On the night of April 20-21, he was thought to have set out with his craft on what at that time was believed to have been the heaviest bombing raid over Europe since the war had started and on April 24, the Post carried the following announcement of the fact that he had been reported missing
Flying Officer Harold Brennan Believed to have had Part in Greatest Air Raid over Europe
Mr. and Mrs. A.J. Brennan of 17 Glenelg St. E. have received word this morning that their son, Flying Officer Harold J. Brennan is reported missing after operations on April 21.
From this time on long anxious weeks dragged by for his family and friends back here in Canada.

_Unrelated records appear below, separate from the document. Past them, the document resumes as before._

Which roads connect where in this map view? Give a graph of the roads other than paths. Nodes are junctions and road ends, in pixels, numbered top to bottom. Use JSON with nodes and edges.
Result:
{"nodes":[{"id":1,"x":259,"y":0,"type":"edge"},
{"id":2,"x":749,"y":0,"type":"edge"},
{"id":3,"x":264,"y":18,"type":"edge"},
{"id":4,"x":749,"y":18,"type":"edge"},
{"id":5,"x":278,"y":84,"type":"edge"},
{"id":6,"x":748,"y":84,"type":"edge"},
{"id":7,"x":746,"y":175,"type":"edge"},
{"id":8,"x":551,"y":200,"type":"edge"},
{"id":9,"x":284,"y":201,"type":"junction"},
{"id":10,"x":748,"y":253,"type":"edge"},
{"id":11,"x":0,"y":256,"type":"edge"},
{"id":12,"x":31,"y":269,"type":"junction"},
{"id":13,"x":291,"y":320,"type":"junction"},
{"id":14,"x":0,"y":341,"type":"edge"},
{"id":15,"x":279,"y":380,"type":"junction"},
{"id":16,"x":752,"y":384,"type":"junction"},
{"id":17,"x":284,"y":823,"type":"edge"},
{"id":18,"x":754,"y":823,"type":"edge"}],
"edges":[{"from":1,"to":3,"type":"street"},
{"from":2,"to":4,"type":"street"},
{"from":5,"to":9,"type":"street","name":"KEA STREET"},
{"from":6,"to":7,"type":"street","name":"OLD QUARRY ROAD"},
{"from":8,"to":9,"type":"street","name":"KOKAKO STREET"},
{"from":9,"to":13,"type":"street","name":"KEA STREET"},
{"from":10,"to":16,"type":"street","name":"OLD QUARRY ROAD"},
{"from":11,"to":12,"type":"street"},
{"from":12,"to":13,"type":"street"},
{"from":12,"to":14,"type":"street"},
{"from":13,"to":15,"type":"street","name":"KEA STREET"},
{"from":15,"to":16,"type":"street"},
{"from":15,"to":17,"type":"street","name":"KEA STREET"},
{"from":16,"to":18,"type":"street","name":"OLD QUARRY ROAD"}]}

Then on July 14, the following announcement appeared in the Post stating that he had made his way back to England and was well:
We are pleased to advise you that your son, Flying Officer Harold James Brennan, previously reported missing, has arrived safely in the United Kingdom, July 13th. A letter will follow.
These are the words in a telegram received by Mr. and Mrs. A.J. Brennan, 17 Glenelg St. E., this morning from the headquarters’ staff of the R.C.A.F.
Harold Brennan, a pilot in the R.C.A.F., was reported missing after a big air operation over Germany on April 21st, 1944, in which it was believed he was shot down somewhere over France.
Monday morning, FO. Brennan, in company of FO. Alfred Houston of Toronto, the flyer who had been his navigator in the plane he was piloting the night he was shot down and who made the journey home with him, also to spend a furlough, spent a few hours in Toronto before catching the night train for Lindsay, where and friends [sic].
Speaking with Mr. Brennan this morning it was learned by the Post that Harold would be home for a month and on the termination of his leave he would report to headquarters at Ottawa.
Mr. Brennan stated that Harold had made the trip from England by boat and had docked at New York, later travelling by train to Toronto and thence on home.
Commenting on his son’s first reaction to being back home Mr. Brennan said that almost the first thing Harold said when he hopped off the train was,
It’s swell to be back home where people are still able to enjoy well-lighted streets at night and where everyone has lots to eat.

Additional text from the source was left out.